**What the task asks**: Word for word, return the entries listed below.

[Records from a data source]
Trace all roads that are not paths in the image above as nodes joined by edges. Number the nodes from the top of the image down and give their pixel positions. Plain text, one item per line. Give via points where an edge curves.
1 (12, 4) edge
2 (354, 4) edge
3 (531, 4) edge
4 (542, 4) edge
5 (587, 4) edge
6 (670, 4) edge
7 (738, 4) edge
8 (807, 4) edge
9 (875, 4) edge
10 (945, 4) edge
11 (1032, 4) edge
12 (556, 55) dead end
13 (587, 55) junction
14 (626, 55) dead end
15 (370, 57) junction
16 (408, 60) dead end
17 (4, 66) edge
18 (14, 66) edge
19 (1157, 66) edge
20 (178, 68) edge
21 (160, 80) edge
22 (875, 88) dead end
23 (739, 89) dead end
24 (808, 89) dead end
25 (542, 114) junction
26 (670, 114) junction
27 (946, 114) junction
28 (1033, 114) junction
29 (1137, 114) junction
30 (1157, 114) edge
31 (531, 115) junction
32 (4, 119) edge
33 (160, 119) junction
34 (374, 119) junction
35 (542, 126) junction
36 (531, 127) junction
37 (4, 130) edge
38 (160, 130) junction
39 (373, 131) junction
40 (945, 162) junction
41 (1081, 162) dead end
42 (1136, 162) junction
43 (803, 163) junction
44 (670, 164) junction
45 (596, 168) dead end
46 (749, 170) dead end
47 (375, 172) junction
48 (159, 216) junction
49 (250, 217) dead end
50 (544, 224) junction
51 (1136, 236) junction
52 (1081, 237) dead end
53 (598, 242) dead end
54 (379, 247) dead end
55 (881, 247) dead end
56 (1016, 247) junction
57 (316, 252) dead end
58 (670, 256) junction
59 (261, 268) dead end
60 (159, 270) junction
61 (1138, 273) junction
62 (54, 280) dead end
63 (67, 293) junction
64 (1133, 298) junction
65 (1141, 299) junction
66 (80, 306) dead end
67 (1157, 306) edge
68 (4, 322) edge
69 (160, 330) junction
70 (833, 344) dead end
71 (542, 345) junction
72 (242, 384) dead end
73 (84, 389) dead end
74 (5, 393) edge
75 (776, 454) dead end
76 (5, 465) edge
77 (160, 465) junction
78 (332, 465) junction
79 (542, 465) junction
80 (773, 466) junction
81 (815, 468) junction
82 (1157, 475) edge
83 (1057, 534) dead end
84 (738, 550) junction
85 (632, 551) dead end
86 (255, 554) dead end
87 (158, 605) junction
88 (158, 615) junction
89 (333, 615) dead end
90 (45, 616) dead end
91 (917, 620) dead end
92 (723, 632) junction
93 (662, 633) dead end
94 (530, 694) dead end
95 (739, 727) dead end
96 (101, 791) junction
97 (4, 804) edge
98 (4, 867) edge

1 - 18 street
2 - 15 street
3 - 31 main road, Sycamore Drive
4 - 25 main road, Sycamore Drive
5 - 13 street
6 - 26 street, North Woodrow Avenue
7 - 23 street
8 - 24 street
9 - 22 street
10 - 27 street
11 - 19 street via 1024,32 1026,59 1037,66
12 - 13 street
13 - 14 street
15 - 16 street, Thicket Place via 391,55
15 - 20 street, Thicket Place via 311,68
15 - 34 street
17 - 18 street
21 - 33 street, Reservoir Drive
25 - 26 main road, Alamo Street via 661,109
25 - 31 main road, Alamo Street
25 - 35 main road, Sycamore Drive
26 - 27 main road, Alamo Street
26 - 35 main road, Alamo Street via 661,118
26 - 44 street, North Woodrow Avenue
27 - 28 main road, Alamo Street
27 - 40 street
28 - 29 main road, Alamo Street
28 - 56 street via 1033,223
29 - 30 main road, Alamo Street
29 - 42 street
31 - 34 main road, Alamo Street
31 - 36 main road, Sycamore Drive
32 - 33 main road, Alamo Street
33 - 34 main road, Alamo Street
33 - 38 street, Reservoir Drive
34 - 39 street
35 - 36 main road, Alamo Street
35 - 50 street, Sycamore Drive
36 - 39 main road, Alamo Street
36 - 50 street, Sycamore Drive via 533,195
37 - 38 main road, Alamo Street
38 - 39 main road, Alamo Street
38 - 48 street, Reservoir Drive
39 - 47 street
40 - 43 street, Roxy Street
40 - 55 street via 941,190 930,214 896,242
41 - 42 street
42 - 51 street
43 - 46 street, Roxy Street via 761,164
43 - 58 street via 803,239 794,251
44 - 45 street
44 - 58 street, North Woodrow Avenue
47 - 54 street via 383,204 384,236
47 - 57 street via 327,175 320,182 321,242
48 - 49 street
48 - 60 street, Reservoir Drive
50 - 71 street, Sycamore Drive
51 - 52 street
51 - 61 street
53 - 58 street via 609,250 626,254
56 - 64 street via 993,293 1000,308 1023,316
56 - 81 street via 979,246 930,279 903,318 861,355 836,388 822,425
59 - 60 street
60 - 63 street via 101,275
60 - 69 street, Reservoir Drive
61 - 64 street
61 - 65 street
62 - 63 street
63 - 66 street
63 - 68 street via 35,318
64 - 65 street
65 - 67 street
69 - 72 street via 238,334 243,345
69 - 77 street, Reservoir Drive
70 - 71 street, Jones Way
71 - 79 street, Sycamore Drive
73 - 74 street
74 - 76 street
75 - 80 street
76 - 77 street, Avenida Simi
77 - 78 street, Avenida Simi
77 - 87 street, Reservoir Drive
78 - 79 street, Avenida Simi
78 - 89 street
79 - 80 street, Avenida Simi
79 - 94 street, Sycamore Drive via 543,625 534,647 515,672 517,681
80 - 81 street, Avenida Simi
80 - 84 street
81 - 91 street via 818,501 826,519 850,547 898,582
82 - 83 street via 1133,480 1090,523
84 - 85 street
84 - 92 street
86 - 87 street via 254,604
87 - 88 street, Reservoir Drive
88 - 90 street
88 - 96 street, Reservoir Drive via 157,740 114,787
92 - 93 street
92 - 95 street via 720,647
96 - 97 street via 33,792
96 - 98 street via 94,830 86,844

**Response to this exercise**:
Trace all roads that are not paths in the image above as nodes joined by edges. Number the nodes from the top of the image down and give their pixel positions. Plain text, one item per line. Give via points where an edge curves.
1 (12, 4) edge
2 (354, 4) edge
3 (531, 4) edge
4 (542, 4) edge
5 (587, 4) edge
6 (670, 4) edge
7 (738, 4) edge
8 (807, 4) edge
9 (875, 4) edge
10 (945, 4) edge
11 (1032, 4) edge
12 (556, 55) dead end
13 (587, 55) junction
14 (626, 55) dead end
15 (370, 57) junction
16 (408, 60) dead end
17 (4, 66) edge
18 (14, 66) edge
19 (1157, 66) edge
20 (178, 68) edge
21 (160, 80) edge
22 (875, 88) dead end
23 (739, 89) dead end
24 (808, 89) dead end
25 (542, 114) junction
26 (670, 114) junction
27 (946, 114) junction
28 (1033, 114) junction
29 (1137, 114) junction
30 (1157, 114) edge
31 (531, 115) junction
32 (4, 119) edge
33 (160, 119) junction
34 (374, 119) junction
35 (542, 126) junction
36 (531, 127) junction
37 (4, 130) edge
38 (160, 130) junction
39 (373, 131) junction
40 (945, 162) junction
41 (1081, 162) dead end
42 (1136, 162) junction
43 (803, 163) junction
44 (670, 164) junction
45 (596, 168) dead end
46 (749, 170) dead end
47 (375, 172) junction
48 (159, 216) junction
49 (250, 217) dead end
50 (544, 224) junction
51 (1136, 236) junction
52 (1081, 237) dead end
53 (598, 242) dead end
54 (379, 247) dead end
55 (881, 247) dead end
56 (1016, 247) junction
57 (316, 252) dead end
58 (670, 256) junction
59 (261, 268) dead end
60 (159, 270) junction
61 (1138, 273) junction
62 (54, 280) dead end
63 (67, 293) junction
64 (1133, 298) junction
65 (1141, 299) junction
66 (80, 306) dead end
67 (1157, 306) edge
68 (4, 322) edge
69 (160, 330) junction
70 (833, 344) dead end
71 (542, 345) junction
72 (242, 384) dead end
73 (84, 389) dead end
74 (5, 393) edge
75 (776, 454) dead end
76 (5, 465) edge
77 (160, 465) junction
78 (332, 465) junction
79 (542, 465) junction
80 (773, 466) junction
81 (815, 468) junction
82 (1157, 475) edge
83 (1057, 534) dead end
84 (738, 550) junction
85 (632, 551) dead end
86 (255, 554) dead end
87 (158, 605) junction
88 (158, 615) junction
89 (333, 615) dead end
90 (45, 616) dead end
91 (917, 620) dead end
92 (723, 632) junction
93 (662, 633) dead end
94 (530, 694) dead end
95 (739, 727) dead end
96 (101, 791) junction
97 (4, 804) edge
98 (4, 867) edge

1 - 18 street
2 - 15 street
3 - 31 main road, Sycamore Drive
4 - 25 main road, Sycamore Drive
5 - 13 street
6 - 26 street, North Woodrow Avenue
7 - 23 street
8 - 24 street
9 - 22 street
10 - 27 street
11 - 19 street via 1024,32 1026,59 1037,66
12 - 13 street
13 - 14 street
15 - 16 street, Thicket Place via 391,55
15 - 20 street, Thicket Place via 311,68
15 - 34 street
17 - 18 street
21 - 33 street, Reservoir Drive
25 - 26 main road, Alamo Street via 661,109
25 - 31 main road, Alamo Street
25 - 35 main road, Sycamore Drive
26 - 27 main road, Alamo Street
26 - 35 main road, Alamo Street via 661,118
26 - 44 street, North Woodrow Avenue
27 - 28 main road, Alamo Street
27 - 40 street
28 - 29 main road, Alamo Street
28 - 56 street via 1033,223
29 - 30 main road, Alamo Street
29 - 42 street
31 - 34 main road, Alamo Street
31 - 36 main road, Sycamore Drive
32 - 33 main road, Alamo Street
33 - 34 main road, Alamo Street
33 - 38 street, Reservoir Drive
34 - 39 street
35 - 36 main road, Alamo Street
35 - 50 street, Sycamore Drive
36 - 39 main road, Alamo Street
36 - 50 street, Sycamore Drive via 533,195
37 - 38 main road, Alamo Street
38 - 39 main road, Alamo Street
38 - 48 street, Reservoir Drive
39 - 47 street
40 - 43 street, Roxy Street
40 - 55 street via 941,190 930,214 896,242
41 - 42 street
42 - 51 street
43 - 46 street, Roxy Street via 761,164
43 - 58 street via 803,239 794,251
44 - 45 street
44 - 58 street, North Woodrow Avenue
47 - 54 street via 383,204 384,236
47 - 57 street via 327,175 320,182 321,242
48 - 49 street
48 - 60 street, Reservoir Drive
50 - 71 street, Sycamore Drive
51 - 52 street
51 - 61 street
53 - 58 street via 609,250 626,254
56 - 64 street via 993,293 1000,308 1023,316
56 - 81 street via 979,246 930,279 903,318 861,355 836,388 822,425
59 - 60 street
60 - 63 street via 101,275
60 - 69 street, Reservoir Drive
61 - 64 street
61 - 65 street
62 - 63 street
63 - 66 street
63 - 68 street via 35,318
64 - 65 street
65 - 67 street
69 - 72 street via 238,334 243,345
69 - 77 street, Reservoir Drive
70 - 71 street, Jones Way
71 - 79 street, Sycamore Drive
73 - 74 street
74 - 76 street
75 - 80 street
76 - 77 street, Avenida Simi
77 - 78 street, Avenida Simi
77 - 87 street, Reservoir Drive
78 - 79 street, Avenida Simi
78 - 89 street
79 - 80 street, Avenida Simi
79 - 94 street, Sycamore Drive via 543,625 534,647 515,672 517,681
80 - 81 street, Avenida Simi
80 - 84 street
81 - 91 street via 818,501 826,519 850,547 898,582
82 - 83 street via 1133,480 1090,523
84 - 85 street
84 - 92 street
86 - 87 street via 254,604
87 - 88 street, Reservoir Drive
88 - 90 street
88 - 96 street, Reservoir Drive via 157,740 114,787
92 - 93 street
92 - 95 street via 720,647
96 - 97 street via 33,792
96 - 98 street via 94,830 86,844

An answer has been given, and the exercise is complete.